🤖 AI Summary
To address the low usability of conventional scalp EEG-based biometric authentication caused by cumbersome electrode placement, this work systematically investigates, for the first time, the feasibility of in-ear EEG (ear-EEG) for identity verification. We propose a lightweight time-frequency fusion deep learning framework that jointly extracts time-domain statistical features and short-time Fourier transform (STFT) spectral features, feeding them into an optimized fully connected neural network for subject identification. Designed specifically for wearable applications, the architecture balances computational efficiency with discriminative power. Evaluated on a public ear-EEG dataset, our method achieves an average identification accuracy of 82%, significantly outperforming baseline approaches.
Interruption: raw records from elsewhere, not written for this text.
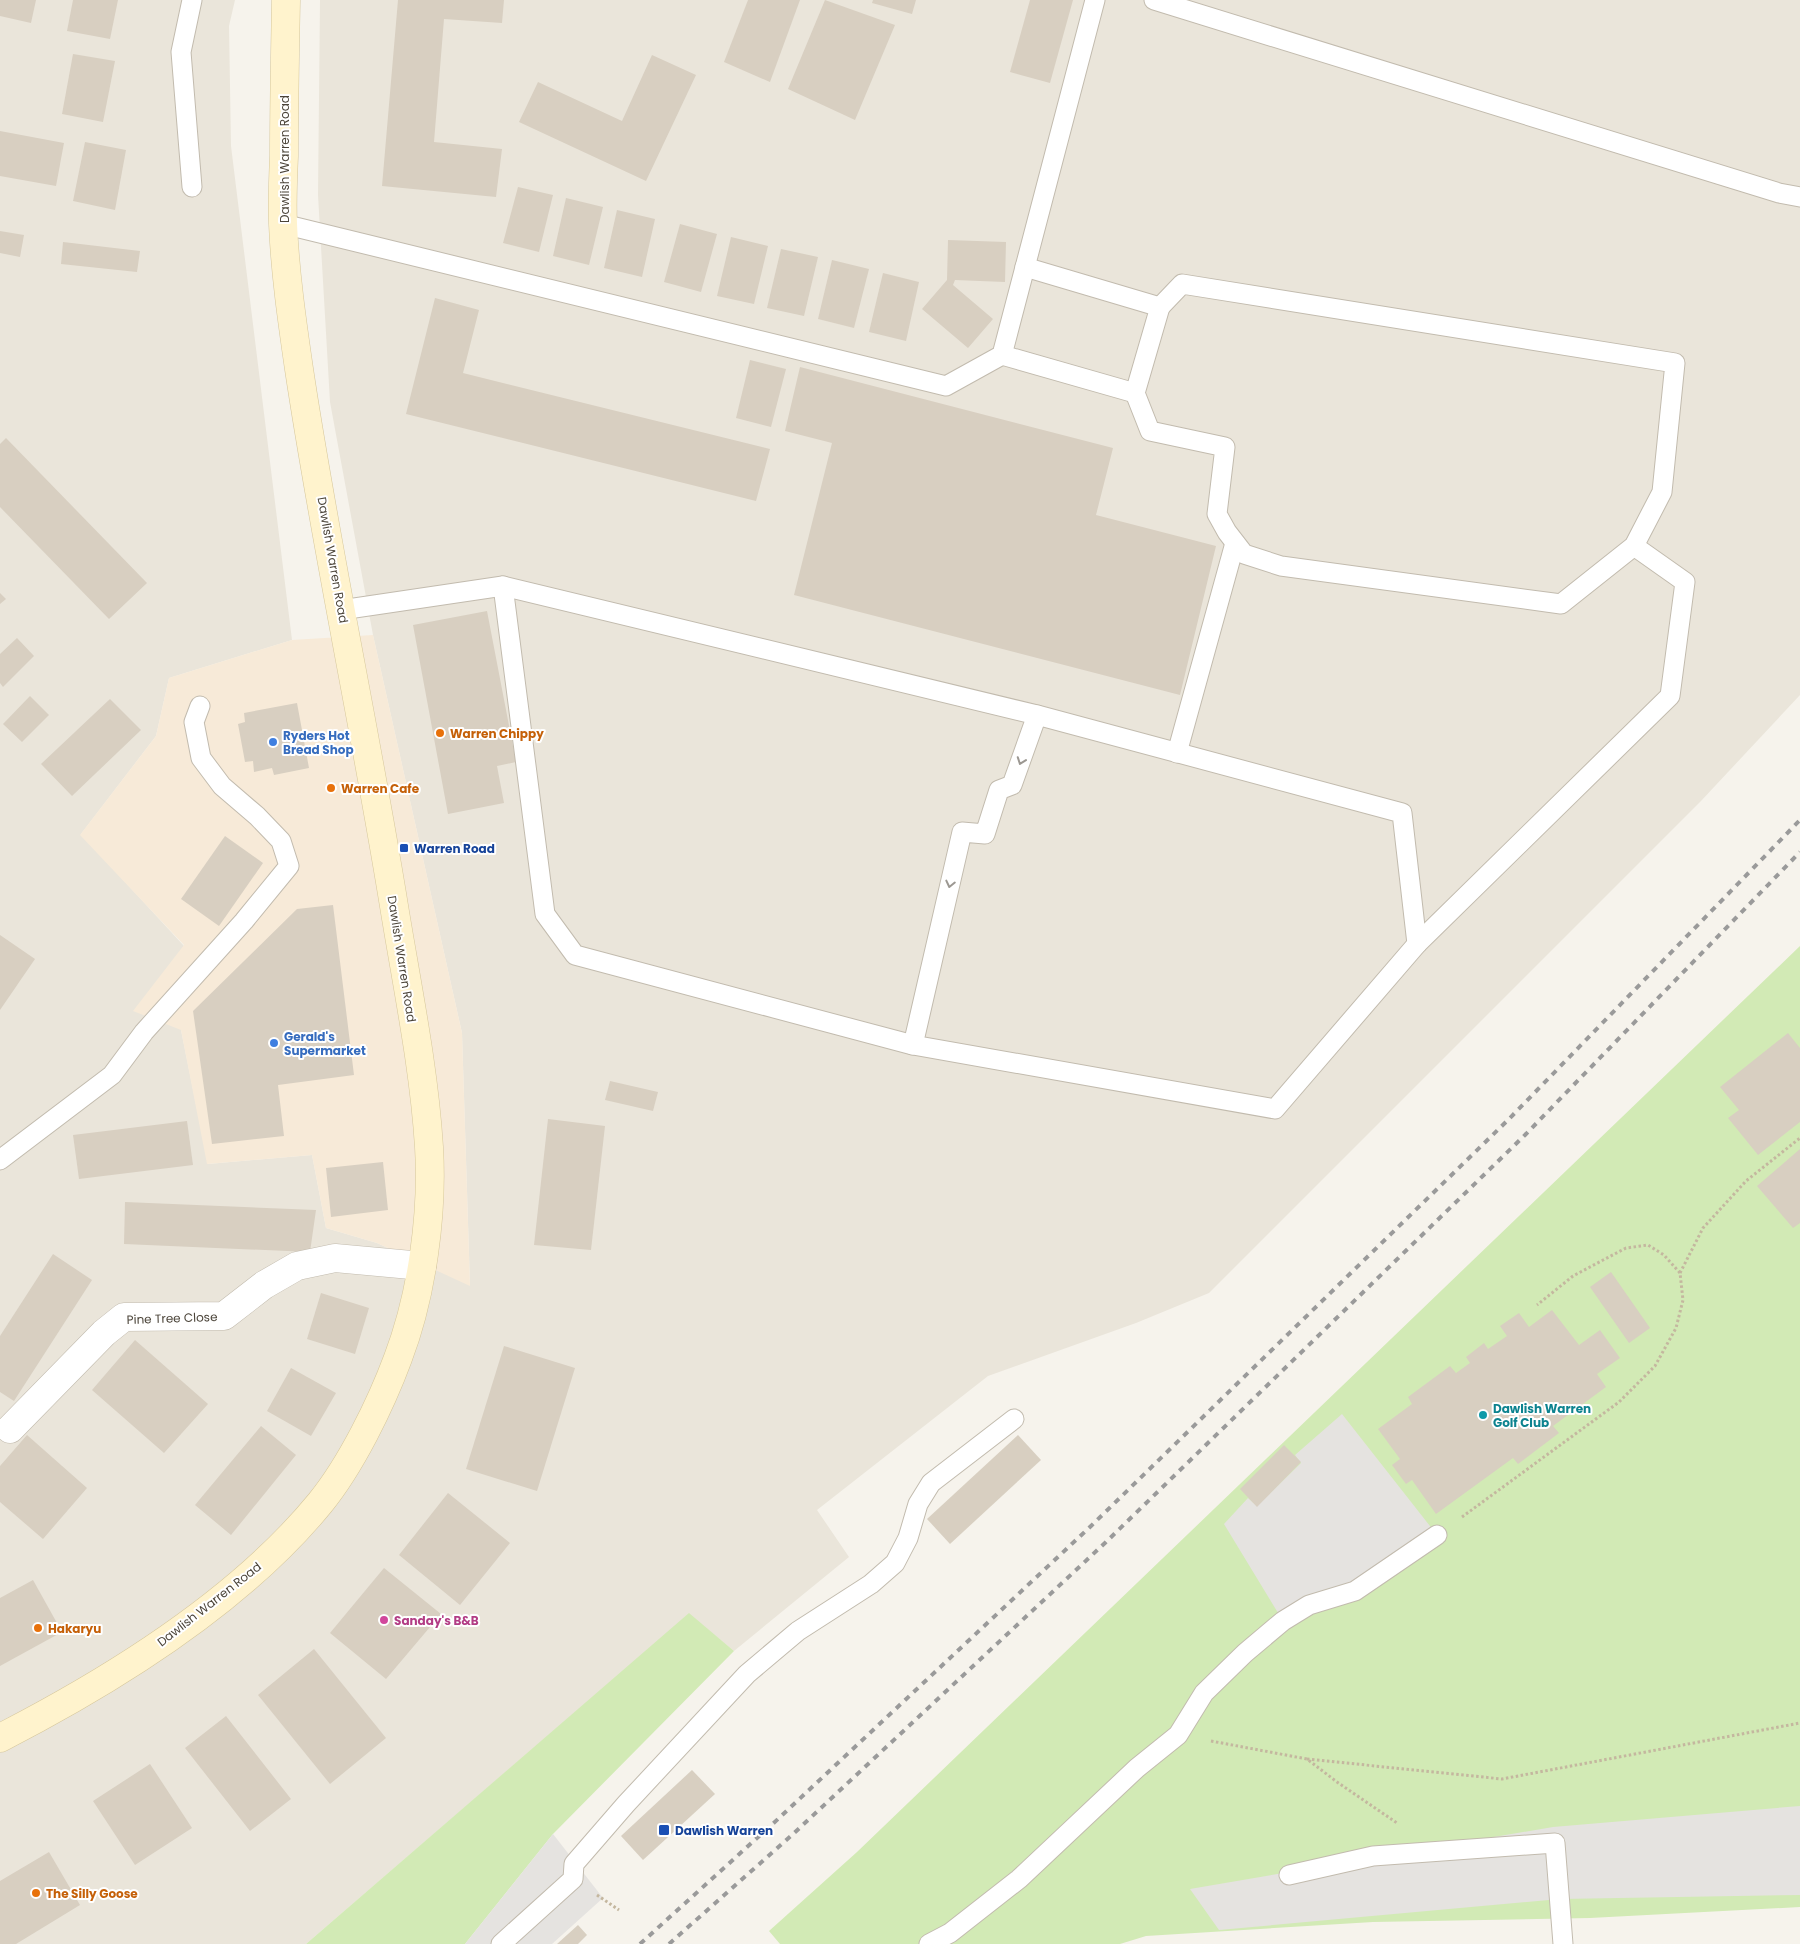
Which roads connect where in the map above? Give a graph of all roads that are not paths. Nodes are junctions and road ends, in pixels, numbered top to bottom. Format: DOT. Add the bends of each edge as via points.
graph roads {
  1 [pos="192,0"];
  2 [pos="286,0"];
  3 [pos="1095,0"];
  4 [pos="1154,0"];
  5 [pos="192,187"];
  6 [pos="1800,197"];
  7 [pos="283,224"];
  8 [pos="1025,267"];
  9 [pos="1160,307"];
  10 [pos="1002,355"];
  11 [pos="1135,392"];
  12 [pos="1236,542"];
  13 [pos="1634,546"];
  14 [pos="503,586"];
  15 [pos="341,610"];
  16 [pos="200,706"];
  17 [pos="1037,715"];
  18 [pos="1177,752"];
  19 [pos="1417,944"];
  20 [pos="913,1045"];
  21 [pos="0,1160"];
  22 [pos="422,1266"];
  23 [pos="1014,1419"];
  24 [pos="10,1429"];
  25 [pos="1437,1535"];
  26 [pos="0,1738"];
  27 [pos="1289,1875"];
  28 [pos="500,1944"];
  29 [pos="929,1944"];
  30 [pos="1563,1944"];
  1 -- 5 [label="lane" via="180,52"];
  2 -- 7 [label="street, Dawlish Warren Road"];
  3 -- 8 [label="lane"];
  4 -- 6 [label="lane"];
  7 -- 10 [label="lane" via="946,386"];
  7 -- 15 [label="street, Dawlish Warren Road" via="300,373"];
  8 -- 9 [label="lane"];
  8 -- 10 [label="lane"];
  9 -- 11 [label="lane"];
  9 -- 13 [label="lane" via="1182,284 1675,363 1662,492"];
  10 -- 11 [label="lane"];
  11 -- 12 [label="lane" via="1150,431 1225,447 1217,514"];
  12 -- 13 [label="lane" via="1244,554 1281,566 1561,604"];
  12 -- 18 [label="lane"];
  13 -- 19 [label="lane" via="1686,582 1670,696"];
  14 -- 15 [label="lane"];
  14 -- 17 [label="lane"];
  14 -- 20 [label="lane" via="545,914 575,955"];
  15 -- 22 [label="street, Dawlish Warren Road" via="382,832 424,1093 429,1152"];
  16 -- 21 [label="lane" via="194,722 201,758 222,786 281,841 289,866 144,1032 112,1075"];
  17 -- 18 [label="lane"];
  17 -- 20 [label="lane, one-way" via="1012,785 999,790 985,834 962,832"];
  18 -- 19 [label="lane" via="1402,813"];
  19 -- 20 [label="lane" via="1275,1109"];
  22 -- 24 [label="street, Pine Tree Close" via="335,1258 297,1266 264,1285 224,1316 124,1317 104,1333"];
  22 -- 26 [label="street, Dawlish Warren Road" via="413,1312 398,1359 350,1459 321,1502 247,1578 182,1628 112,1675"];
  23 -- 28 [label="lane" via="931,1483 918,1504 908,1538 895,1563 871,1584 798,1631 747,1674 574,1864 574,1879"];
  25 -- 29 [label="lane" via="1355,1591 1309,1605 1282,1621 1204,1693 1178,1735 1137,1768 1019,1878 950,1933"];
  27 -- 30 [label="lane" via="1373,1856 1555,1843"];
}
This demonstrates the practical potential of ear-EEG as a highly usable and covert biometric modality, establishing a novel paradigm for next-generation seamless (contactless and unobtrusive) biometric authentication.
📝 Abstract
This work explores the feasibility of biometric authentication using EEG signals acquired through in-ear devices, commonly referred to as ear-EEG. Traditional EEG-based biometric systems, while secure, often suffer from low usability due to cumbersome scalp-based electrode setups. In this study, we propose a novel and practical framework leveraging ear-EEG signals as a user-friendly alternative for everyday biometric authentication. The system extracts an original combination of temporal and spectral features from ear-EEG signals and feeds them into a fully connected deep neural network for subject identification. Experimental results on the only currently available ear-EEG dataset suitable for different purposes, including biometric authentication, demonstrate promising performance, with an average accuracy of 82% in a subject identification scenario. These findings confirm the potential of ear-EEG as a viable and deployable direction for next-generation real-world biometric systems.